### Problem to solve
Where a line of the material includes the string "Grainger", copy that line.
* * *
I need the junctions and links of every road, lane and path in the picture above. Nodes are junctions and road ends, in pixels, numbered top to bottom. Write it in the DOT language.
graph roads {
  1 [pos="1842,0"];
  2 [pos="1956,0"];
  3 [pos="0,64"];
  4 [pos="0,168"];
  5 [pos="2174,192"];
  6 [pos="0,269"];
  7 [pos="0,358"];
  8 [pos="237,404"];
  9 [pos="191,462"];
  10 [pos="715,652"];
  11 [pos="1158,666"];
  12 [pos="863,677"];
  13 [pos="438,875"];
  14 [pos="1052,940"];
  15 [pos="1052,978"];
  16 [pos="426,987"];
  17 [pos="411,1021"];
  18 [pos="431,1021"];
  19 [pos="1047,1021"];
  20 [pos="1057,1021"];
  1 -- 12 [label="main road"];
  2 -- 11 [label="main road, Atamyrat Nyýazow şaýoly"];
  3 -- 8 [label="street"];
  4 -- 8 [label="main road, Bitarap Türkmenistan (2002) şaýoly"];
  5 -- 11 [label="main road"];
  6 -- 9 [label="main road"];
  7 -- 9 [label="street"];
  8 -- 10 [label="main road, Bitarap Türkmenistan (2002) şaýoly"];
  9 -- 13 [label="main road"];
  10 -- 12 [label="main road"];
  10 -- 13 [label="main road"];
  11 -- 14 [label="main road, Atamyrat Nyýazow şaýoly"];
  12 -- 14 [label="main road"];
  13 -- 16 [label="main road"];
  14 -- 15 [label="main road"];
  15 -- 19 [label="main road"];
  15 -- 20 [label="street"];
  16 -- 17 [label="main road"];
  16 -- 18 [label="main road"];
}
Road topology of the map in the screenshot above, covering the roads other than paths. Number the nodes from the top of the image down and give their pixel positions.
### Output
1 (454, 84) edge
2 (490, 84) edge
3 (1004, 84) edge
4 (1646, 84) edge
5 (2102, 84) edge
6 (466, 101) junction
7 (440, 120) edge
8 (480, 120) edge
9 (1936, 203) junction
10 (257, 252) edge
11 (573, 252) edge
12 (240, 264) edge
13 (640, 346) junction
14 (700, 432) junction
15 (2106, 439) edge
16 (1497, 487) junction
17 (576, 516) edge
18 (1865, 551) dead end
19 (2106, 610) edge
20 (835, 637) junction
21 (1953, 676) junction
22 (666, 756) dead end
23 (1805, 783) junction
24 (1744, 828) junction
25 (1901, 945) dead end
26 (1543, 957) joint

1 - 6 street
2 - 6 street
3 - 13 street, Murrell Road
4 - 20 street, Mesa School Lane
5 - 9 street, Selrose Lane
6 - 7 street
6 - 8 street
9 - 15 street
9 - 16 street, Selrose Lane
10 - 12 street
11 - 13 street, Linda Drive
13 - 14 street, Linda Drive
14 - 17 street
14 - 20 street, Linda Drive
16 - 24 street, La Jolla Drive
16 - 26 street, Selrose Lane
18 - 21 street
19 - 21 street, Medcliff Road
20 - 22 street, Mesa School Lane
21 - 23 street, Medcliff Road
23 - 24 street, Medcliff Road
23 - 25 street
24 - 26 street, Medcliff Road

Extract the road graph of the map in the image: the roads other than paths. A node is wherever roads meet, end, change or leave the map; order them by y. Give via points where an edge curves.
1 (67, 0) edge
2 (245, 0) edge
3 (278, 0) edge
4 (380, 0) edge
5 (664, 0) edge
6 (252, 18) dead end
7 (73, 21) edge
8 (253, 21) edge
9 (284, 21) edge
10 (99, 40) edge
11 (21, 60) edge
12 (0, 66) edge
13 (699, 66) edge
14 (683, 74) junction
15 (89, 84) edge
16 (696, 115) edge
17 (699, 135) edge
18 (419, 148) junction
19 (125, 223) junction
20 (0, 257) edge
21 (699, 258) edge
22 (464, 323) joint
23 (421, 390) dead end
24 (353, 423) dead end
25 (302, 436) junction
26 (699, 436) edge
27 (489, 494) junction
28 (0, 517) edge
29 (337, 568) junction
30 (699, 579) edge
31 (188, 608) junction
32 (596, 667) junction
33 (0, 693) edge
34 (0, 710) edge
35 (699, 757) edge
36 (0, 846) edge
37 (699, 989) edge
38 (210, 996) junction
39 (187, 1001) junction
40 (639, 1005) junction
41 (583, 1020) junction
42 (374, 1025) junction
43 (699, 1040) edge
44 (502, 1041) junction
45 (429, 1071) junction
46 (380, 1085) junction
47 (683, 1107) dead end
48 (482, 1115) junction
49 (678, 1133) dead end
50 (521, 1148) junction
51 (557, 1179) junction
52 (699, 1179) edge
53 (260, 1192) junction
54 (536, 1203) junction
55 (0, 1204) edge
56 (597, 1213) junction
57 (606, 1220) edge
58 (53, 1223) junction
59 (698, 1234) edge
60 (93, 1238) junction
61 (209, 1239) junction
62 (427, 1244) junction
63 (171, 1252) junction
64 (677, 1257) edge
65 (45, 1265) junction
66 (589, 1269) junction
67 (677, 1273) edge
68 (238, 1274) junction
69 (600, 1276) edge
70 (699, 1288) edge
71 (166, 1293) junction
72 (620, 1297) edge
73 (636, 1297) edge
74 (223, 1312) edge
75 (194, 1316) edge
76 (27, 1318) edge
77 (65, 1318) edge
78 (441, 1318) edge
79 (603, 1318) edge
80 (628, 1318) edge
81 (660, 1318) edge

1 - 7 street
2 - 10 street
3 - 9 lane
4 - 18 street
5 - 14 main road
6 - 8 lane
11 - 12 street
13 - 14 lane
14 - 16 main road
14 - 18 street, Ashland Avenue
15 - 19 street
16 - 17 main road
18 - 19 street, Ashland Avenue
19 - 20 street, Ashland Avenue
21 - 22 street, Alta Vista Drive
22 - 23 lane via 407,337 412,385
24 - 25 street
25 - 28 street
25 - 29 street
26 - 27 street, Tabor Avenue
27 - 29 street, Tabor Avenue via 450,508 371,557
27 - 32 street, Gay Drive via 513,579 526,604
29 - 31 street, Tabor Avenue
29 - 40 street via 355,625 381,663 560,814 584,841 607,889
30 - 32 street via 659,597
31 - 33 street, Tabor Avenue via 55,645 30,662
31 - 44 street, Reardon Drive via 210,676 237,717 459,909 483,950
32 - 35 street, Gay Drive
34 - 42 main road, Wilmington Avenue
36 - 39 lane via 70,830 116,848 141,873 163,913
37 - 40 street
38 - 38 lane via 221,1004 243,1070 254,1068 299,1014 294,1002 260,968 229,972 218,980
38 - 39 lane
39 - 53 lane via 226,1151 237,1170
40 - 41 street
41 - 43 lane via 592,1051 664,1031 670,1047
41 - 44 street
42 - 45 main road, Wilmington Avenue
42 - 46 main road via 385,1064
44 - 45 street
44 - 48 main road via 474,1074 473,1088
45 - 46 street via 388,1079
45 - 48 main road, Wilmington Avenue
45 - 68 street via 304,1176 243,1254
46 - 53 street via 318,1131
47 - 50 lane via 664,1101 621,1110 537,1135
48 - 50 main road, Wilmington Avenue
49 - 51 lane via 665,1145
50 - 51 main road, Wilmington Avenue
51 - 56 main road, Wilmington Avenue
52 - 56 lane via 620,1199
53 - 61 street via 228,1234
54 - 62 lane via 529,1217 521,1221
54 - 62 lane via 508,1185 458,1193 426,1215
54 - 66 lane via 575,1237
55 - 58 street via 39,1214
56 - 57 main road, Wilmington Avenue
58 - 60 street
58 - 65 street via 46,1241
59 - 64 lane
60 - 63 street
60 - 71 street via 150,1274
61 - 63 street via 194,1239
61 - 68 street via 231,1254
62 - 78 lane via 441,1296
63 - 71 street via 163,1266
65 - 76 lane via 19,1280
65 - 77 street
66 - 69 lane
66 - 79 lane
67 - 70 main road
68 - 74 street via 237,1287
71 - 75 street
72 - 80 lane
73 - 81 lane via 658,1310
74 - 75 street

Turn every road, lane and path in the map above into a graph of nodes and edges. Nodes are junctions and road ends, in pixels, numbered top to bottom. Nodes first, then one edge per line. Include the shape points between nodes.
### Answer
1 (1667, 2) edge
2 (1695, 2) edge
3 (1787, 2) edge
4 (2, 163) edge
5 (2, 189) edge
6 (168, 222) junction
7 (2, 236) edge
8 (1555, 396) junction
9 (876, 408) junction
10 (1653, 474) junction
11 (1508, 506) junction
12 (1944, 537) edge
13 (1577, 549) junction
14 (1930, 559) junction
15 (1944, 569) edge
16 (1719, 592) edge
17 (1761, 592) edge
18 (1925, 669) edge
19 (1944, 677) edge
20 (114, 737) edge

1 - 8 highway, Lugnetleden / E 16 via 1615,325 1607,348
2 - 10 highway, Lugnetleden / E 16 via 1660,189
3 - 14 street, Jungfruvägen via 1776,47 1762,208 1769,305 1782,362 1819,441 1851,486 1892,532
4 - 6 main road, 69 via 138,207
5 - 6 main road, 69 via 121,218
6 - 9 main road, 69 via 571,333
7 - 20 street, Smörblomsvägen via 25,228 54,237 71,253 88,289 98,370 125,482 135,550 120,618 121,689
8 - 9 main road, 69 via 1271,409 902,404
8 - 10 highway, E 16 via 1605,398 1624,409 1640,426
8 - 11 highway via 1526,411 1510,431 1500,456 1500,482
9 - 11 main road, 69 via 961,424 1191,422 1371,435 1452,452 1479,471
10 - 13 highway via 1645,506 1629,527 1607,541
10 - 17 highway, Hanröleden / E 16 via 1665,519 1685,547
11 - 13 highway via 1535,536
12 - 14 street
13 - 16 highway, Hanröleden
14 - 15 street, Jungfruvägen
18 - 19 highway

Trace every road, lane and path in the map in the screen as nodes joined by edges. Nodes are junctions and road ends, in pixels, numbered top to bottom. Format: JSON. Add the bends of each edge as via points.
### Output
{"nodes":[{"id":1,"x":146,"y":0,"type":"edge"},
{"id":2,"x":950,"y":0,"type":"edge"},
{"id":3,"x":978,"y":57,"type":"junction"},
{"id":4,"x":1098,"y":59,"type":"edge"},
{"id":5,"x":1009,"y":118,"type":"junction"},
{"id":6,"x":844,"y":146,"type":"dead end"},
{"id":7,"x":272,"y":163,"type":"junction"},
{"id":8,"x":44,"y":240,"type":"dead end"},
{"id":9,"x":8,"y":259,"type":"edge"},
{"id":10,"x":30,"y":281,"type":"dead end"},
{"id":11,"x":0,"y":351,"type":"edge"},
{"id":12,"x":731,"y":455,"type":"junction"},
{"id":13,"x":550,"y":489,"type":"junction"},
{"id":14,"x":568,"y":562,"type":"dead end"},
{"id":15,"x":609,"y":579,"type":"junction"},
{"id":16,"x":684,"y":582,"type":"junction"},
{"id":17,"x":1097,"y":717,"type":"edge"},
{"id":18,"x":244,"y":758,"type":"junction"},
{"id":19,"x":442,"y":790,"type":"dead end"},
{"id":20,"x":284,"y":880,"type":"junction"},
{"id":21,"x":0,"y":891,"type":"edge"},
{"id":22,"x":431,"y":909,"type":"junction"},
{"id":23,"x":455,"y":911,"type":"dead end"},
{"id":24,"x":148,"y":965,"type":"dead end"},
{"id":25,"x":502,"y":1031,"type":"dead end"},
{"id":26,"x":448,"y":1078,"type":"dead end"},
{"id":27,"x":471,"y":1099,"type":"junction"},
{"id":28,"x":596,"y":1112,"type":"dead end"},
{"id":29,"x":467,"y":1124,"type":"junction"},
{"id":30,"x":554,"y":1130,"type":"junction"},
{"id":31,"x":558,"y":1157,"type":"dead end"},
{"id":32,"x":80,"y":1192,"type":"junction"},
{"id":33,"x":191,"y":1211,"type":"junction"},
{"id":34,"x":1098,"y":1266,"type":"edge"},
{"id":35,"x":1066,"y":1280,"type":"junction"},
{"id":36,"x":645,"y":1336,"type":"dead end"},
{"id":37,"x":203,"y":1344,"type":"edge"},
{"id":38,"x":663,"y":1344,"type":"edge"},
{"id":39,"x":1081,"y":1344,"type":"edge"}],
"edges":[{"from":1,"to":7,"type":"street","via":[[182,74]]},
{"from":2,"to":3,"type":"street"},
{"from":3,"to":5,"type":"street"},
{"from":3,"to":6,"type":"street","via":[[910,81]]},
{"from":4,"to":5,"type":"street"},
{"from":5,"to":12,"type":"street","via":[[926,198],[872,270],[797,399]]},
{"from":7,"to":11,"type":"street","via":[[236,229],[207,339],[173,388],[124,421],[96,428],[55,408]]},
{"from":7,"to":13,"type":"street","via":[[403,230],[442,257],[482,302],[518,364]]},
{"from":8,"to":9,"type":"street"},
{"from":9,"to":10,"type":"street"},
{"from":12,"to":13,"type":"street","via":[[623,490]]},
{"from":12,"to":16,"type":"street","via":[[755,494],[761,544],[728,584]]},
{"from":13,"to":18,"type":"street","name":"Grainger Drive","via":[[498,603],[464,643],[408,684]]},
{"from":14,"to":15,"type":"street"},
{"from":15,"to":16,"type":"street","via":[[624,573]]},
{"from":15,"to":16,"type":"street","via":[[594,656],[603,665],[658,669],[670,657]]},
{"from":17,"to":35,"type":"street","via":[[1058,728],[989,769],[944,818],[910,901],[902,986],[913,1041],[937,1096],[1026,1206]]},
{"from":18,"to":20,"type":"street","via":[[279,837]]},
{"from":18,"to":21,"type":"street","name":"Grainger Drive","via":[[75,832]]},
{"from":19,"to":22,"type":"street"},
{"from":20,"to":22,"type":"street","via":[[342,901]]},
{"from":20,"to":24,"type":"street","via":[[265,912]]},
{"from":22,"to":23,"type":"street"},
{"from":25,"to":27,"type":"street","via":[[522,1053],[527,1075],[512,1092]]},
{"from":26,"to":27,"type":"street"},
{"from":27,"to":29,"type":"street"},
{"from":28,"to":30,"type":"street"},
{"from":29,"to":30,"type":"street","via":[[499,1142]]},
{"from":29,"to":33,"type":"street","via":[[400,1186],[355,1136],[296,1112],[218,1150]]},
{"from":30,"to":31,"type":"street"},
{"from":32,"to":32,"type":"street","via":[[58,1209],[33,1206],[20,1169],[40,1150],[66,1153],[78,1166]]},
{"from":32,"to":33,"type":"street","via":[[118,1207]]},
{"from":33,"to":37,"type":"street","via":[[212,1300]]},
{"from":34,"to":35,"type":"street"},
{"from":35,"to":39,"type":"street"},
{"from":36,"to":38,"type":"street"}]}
* * *
### Answer section
{"from":13,"to":18,"type":"street","name":"Grainger Drive","via":[[498,603],[464,643],[408,684]]},
{"from":18,"to":21,"type":"street","name":"Grainger Drive","via":[[75,832]]},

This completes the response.